Your instructions
Once you reach the line containing "import math" in the data below, restate each line word for word up to and including the one containing "ctx.restore()".

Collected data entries

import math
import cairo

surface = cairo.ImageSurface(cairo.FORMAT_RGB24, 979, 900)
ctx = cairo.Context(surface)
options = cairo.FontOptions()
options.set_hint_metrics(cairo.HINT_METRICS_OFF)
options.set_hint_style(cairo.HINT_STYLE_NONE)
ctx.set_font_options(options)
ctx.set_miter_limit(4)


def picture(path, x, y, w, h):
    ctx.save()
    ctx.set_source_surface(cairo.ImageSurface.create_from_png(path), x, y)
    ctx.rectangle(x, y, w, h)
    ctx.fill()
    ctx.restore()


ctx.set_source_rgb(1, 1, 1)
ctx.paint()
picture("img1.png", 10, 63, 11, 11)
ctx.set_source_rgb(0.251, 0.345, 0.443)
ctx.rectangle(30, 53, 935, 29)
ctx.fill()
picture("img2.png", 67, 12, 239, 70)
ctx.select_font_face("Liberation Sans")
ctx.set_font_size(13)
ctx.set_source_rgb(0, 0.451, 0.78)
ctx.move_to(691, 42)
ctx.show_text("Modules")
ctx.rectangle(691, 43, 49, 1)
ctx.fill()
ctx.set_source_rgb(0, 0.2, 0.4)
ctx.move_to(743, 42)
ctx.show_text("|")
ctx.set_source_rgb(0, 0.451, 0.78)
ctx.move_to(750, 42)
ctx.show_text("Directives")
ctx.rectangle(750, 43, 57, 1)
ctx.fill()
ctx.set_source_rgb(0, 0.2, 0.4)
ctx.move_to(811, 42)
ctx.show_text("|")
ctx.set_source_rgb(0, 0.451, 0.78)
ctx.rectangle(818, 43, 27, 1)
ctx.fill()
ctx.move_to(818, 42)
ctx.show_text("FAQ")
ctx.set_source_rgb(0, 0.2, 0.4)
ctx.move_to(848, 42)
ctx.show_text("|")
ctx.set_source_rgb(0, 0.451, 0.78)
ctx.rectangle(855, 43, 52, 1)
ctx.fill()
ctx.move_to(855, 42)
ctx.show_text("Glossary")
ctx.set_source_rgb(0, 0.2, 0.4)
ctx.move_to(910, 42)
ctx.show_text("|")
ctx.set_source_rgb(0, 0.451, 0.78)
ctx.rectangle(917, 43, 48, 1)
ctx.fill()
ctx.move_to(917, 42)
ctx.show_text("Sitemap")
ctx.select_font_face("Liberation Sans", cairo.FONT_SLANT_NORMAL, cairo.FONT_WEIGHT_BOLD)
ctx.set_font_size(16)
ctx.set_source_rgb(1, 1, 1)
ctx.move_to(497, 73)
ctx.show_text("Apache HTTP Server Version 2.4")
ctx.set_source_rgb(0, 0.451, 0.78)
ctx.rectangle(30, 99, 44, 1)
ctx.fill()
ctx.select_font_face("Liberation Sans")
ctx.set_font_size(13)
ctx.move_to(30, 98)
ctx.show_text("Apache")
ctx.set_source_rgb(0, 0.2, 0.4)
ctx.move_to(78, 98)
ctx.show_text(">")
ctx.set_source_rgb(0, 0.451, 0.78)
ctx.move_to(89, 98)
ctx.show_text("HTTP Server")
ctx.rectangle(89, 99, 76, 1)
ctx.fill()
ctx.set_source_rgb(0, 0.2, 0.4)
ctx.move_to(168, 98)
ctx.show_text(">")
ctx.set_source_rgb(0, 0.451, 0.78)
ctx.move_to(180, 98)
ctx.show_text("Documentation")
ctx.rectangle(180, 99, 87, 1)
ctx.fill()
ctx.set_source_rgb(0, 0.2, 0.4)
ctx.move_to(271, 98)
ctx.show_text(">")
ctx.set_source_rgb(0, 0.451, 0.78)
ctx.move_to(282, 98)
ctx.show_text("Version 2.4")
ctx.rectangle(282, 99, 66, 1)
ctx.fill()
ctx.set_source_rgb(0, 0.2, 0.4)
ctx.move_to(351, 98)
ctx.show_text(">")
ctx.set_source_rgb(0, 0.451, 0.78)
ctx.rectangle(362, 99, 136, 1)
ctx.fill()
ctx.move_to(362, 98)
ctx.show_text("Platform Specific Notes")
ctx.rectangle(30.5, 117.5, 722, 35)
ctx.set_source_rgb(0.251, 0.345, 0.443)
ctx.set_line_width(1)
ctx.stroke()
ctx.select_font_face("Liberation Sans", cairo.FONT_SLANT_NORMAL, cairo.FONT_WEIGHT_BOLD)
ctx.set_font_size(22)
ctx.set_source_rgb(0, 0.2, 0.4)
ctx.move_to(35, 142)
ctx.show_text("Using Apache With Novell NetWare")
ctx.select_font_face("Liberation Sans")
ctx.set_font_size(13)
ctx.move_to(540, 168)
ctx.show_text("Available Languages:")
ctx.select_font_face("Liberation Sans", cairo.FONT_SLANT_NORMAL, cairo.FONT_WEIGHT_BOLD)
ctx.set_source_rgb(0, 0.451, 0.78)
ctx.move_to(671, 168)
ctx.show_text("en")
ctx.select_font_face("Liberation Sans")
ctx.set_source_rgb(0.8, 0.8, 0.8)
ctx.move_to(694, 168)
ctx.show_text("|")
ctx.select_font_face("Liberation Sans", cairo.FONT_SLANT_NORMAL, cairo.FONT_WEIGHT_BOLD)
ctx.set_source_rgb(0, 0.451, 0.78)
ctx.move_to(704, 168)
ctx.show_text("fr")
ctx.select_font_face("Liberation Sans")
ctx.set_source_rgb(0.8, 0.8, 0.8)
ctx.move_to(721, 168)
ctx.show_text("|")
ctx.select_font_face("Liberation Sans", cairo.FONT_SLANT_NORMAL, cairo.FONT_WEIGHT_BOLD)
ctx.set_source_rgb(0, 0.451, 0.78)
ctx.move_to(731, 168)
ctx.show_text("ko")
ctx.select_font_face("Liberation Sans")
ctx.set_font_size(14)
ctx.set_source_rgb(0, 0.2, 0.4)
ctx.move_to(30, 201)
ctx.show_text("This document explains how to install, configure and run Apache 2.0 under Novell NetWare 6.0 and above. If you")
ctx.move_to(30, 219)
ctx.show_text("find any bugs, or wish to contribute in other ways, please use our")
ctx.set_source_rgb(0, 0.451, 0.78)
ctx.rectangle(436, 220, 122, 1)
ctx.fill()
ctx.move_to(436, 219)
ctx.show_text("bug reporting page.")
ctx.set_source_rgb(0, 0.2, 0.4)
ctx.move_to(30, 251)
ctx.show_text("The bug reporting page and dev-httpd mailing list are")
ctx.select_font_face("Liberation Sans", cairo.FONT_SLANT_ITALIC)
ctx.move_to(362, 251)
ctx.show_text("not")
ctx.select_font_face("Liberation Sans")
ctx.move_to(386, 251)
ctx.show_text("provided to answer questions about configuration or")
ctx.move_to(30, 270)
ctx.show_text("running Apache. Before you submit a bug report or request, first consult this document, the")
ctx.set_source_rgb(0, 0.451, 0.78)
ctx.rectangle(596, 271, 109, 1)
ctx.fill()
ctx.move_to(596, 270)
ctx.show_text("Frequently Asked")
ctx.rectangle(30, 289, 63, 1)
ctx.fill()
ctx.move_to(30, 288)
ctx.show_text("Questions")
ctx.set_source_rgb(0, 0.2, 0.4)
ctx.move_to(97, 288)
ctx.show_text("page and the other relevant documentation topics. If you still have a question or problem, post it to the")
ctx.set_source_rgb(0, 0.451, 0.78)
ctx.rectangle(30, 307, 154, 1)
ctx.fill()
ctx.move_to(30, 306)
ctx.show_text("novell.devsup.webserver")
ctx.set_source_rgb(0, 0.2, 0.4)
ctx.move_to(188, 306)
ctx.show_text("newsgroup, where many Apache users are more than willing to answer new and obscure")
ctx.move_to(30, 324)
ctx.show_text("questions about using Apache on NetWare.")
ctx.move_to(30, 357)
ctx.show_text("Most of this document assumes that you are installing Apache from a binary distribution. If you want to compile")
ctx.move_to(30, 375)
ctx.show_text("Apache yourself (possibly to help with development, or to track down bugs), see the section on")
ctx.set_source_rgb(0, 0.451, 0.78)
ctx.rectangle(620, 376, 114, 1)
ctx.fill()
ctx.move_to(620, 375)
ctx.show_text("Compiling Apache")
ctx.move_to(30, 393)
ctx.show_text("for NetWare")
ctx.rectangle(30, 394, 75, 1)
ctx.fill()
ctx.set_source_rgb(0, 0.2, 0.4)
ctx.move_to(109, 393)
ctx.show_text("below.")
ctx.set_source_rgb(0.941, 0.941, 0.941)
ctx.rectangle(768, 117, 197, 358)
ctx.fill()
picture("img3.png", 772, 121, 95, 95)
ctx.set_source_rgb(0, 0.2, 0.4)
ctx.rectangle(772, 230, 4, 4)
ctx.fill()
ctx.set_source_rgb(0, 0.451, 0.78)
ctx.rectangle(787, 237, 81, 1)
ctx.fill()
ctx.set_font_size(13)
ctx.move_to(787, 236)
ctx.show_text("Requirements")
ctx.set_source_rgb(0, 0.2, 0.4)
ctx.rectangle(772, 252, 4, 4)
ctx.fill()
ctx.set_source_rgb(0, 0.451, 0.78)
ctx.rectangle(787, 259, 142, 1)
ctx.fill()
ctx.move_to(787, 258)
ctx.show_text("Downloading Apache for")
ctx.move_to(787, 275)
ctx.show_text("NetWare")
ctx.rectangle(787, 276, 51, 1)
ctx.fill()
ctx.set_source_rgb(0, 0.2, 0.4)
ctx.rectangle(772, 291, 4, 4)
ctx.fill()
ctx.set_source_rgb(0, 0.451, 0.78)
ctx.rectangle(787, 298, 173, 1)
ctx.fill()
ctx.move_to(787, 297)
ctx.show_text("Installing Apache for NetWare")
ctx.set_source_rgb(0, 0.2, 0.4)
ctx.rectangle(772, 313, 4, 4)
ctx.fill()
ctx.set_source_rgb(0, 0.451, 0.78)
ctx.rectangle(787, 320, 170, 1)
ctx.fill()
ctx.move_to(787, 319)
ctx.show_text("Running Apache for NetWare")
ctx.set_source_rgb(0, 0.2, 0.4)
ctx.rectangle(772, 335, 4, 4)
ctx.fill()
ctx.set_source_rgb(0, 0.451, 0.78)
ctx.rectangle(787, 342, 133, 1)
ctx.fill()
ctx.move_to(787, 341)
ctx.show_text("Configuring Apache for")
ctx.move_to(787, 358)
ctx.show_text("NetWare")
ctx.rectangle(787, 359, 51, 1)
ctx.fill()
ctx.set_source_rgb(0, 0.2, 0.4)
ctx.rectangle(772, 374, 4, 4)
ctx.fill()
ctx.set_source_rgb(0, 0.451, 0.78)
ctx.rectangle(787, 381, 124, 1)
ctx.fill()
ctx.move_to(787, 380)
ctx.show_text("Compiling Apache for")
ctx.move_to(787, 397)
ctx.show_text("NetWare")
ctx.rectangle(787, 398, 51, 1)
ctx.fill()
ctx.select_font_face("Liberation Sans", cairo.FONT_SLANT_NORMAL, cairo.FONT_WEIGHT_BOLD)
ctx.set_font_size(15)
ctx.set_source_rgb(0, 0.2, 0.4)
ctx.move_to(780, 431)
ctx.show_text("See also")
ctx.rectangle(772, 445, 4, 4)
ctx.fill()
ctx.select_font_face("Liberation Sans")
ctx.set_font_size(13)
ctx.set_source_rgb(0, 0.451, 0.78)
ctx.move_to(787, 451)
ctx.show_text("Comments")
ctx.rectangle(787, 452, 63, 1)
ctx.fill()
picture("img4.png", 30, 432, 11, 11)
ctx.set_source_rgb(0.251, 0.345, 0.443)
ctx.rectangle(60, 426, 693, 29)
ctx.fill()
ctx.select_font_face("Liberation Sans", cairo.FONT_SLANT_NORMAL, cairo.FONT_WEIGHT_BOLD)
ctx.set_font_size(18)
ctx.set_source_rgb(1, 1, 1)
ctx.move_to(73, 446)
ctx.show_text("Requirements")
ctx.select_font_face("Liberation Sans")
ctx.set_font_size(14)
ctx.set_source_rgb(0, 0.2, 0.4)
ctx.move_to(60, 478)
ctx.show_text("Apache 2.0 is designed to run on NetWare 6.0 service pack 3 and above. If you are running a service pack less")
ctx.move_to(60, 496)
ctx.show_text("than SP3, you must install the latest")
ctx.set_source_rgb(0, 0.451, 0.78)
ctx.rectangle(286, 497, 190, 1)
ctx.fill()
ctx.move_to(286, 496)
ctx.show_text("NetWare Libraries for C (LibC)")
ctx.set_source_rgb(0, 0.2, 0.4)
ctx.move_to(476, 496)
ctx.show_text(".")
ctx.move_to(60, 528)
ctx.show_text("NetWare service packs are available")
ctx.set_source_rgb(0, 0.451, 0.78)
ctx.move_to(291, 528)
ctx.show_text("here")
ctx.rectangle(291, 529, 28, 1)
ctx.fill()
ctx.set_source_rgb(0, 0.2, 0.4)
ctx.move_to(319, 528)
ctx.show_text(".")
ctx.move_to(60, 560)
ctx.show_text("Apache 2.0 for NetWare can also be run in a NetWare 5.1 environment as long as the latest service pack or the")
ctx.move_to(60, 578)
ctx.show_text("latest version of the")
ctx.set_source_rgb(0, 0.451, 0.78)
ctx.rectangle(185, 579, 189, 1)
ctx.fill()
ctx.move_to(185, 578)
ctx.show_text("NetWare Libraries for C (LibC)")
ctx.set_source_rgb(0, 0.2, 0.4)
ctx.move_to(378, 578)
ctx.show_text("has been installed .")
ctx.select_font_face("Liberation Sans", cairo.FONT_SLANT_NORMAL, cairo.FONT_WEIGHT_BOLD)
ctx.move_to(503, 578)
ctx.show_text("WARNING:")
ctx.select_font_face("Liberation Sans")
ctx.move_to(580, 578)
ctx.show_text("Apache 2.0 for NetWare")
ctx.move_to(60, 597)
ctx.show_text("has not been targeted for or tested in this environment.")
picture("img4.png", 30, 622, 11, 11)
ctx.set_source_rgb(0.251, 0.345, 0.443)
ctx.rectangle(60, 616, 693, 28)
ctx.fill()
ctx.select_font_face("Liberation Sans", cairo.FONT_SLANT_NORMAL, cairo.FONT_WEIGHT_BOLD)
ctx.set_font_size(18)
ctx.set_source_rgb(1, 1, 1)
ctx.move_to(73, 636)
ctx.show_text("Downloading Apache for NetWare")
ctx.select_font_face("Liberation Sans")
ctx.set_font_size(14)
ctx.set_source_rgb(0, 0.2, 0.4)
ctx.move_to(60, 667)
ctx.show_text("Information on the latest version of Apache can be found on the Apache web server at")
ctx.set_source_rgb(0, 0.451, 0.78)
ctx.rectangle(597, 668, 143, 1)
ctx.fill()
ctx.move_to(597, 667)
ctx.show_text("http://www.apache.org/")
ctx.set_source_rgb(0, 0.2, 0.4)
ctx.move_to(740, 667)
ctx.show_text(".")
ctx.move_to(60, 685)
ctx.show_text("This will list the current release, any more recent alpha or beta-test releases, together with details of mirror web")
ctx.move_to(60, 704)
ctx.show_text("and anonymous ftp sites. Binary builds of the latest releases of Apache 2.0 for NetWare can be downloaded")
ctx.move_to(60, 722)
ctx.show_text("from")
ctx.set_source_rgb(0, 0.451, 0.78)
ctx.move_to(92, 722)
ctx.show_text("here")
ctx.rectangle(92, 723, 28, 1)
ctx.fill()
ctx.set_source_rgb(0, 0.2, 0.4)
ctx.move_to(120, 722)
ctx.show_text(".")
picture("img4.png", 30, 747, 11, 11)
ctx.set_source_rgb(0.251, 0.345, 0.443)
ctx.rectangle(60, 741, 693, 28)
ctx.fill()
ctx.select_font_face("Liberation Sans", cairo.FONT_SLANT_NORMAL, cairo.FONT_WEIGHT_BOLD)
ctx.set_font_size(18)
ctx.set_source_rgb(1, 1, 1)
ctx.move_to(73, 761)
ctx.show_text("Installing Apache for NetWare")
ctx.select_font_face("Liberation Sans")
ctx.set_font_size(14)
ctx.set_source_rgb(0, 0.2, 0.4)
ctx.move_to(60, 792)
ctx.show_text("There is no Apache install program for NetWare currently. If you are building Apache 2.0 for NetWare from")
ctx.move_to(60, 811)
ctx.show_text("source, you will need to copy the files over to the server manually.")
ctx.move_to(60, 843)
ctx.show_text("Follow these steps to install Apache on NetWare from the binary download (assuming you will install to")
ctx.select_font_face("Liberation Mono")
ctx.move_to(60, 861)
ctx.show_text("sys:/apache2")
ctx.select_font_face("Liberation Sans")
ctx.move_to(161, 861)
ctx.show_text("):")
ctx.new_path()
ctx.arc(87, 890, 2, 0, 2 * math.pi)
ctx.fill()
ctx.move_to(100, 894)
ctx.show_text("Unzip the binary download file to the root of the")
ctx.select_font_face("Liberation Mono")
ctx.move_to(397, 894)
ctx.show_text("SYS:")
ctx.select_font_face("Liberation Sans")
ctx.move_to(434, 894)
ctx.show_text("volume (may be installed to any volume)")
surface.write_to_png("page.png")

...

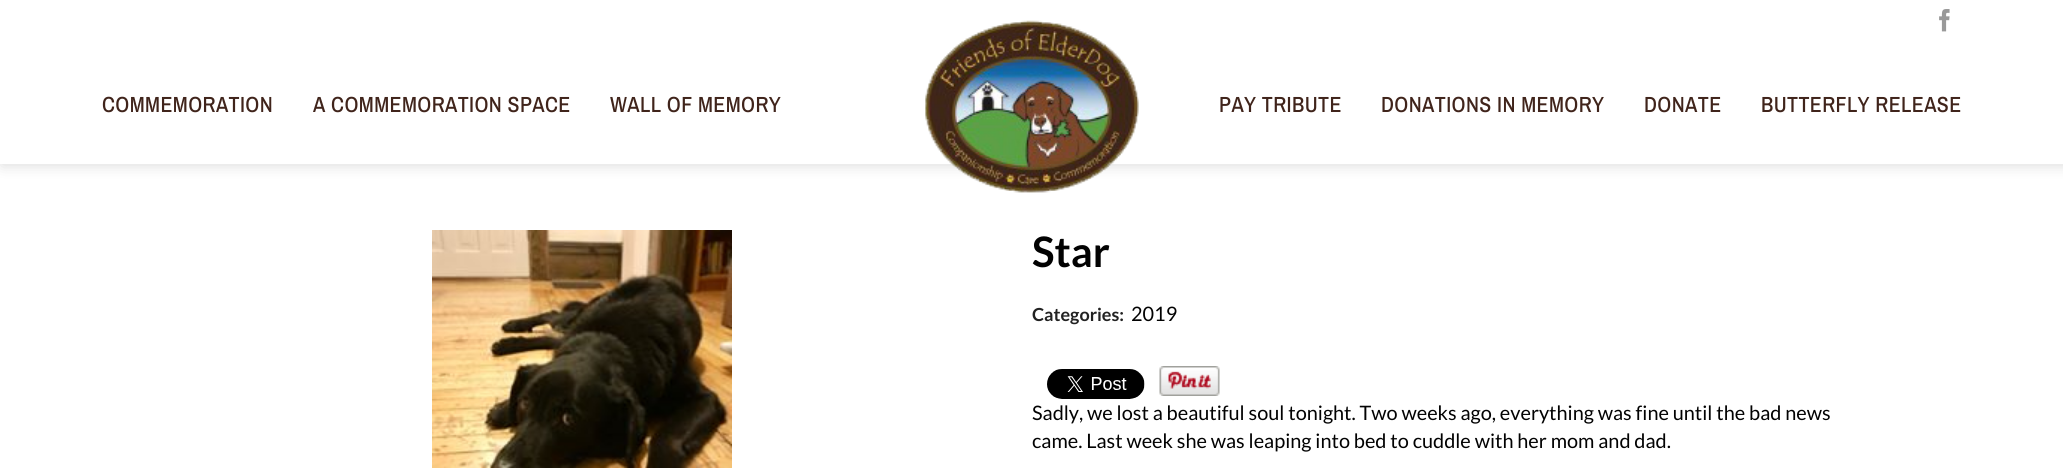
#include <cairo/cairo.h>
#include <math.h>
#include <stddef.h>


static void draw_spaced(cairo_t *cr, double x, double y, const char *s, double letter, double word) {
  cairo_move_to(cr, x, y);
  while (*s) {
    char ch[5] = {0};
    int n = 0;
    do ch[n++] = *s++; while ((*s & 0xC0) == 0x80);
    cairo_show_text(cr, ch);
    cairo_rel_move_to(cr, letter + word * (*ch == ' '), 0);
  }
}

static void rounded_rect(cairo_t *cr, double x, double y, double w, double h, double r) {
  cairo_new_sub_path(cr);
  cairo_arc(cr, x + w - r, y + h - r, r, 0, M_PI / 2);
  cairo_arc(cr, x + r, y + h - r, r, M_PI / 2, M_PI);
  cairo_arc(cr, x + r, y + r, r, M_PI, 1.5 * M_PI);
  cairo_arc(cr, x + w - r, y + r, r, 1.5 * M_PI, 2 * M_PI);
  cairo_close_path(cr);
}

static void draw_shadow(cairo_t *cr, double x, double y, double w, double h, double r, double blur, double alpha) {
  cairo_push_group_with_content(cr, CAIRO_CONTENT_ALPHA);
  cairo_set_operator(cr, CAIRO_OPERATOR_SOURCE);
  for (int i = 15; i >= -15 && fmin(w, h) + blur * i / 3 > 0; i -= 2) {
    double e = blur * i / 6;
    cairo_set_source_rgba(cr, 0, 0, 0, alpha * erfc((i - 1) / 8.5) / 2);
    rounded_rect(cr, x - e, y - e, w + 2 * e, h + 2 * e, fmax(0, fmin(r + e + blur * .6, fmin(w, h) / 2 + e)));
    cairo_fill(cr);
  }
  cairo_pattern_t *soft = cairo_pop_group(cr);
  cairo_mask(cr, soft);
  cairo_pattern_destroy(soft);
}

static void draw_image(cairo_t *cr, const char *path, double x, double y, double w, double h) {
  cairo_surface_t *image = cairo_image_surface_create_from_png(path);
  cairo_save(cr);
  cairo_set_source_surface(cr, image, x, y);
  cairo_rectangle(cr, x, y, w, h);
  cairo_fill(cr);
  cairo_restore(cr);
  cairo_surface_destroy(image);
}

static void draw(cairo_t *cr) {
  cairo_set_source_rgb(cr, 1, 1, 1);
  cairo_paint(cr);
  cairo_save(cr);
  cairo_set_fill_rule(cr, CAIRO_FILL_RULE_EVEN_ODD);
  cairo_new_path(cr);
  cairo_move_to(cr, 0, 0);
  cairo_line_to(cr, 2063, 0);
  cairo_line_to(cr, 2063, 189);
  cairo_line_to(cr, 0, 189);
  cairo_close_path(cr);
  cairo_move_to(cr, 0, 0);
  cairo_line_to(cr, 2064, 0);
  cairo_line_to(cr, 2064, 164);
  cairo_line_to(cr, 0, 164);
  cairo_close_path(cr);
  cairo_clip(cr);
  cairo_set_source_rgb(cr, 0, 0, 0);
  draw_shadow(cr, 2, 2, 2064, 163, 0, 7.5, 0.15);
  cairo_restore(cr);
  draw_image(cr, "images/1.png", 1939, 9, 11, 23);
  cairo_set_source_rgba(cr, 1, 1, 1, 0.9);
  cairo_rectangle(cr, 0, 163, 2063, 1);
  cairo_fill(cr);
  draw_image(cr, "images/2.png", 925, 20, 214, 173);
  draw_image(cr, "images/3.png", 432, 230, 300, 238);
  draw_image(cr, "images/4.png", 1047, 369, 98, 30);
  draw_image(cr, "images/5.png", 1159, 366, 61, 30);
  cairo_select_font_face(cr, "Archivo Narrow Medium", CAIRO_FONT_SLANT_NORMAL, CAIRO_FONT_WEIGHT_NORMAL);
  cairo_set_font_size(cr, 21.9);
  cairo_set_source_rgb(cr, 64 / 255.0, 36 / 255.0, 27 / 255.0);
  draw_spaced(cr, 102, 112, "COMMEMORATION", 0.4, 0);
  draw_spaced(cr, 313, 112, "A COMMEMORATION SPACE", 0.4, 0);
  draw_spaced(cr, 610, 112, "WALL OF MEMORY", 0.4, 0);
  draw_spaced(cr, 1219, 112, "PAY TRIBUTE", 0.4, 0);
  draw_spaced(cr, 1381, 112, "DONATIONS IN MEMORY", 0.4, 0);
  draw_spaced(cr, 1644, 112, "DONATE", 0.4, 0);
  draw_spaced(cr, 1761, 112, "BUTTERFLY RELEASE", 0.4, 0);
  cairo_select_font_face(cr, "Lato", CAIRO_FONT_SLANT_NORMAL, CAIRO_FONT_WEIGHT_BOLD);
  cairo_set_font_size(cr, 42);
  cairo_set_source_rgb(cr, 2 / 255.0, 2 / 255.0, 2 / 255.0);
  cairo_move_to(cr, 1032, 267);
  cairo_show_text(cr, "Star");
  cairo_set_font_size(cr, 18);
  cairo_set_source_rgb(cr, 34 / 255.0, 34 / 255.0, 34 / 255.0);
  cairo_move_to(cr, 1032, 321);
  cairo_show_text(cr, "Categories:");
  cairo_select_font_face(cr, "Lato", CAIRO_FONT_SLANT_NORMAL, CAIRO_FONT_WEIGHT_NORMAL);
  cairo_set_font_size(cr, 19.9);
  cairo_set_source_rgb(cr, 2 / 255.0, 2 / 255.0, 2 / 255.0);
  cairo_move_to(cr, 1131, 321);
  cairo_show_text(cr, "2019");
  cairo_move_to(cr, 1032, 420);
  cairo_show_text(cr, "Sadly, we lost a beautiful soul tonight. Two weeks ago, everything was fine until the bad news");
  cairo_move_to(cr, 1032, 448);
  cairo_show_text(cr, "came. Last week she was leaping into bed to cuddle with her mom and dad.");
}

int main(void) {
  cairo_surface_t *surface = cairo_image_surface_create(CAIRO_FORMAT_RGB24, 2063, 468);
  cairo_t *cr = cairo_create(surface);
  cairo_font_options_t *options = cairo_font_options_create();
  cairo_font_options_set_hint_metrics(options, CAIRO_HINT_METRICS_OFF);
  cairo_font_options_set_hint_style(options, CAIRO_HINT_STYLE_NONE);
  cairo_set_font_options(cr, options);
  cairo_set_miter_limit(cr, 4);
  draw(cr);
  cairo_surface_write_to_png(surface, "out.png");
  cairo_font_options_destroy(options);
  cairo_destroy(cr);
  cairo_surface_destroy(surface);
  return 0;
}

Exercise output
import math
import cairo

surface = cairo.ImageSurface(cairo.FORMAT_RGB24, 979, 900)
ctx = cairo.Context(surface)
options = cairo.FontOptions()
options.set_hint_metrics(cairo.HINT_METRICS_OFF)
options.set_hint_style(cairo.HINT_STYLE_NONE)
ctx.set_font_options(options)
ctx.set_miter_limit(4)


def picture(path, x, y, w, h):
    ctx.save()
    ctx.set_source_surface(cairo.ImageSurface.create_from_png(path), x, y)
    ctx.rectangle(x, y, w, h)
    ctx.fill()
    ctx.restore()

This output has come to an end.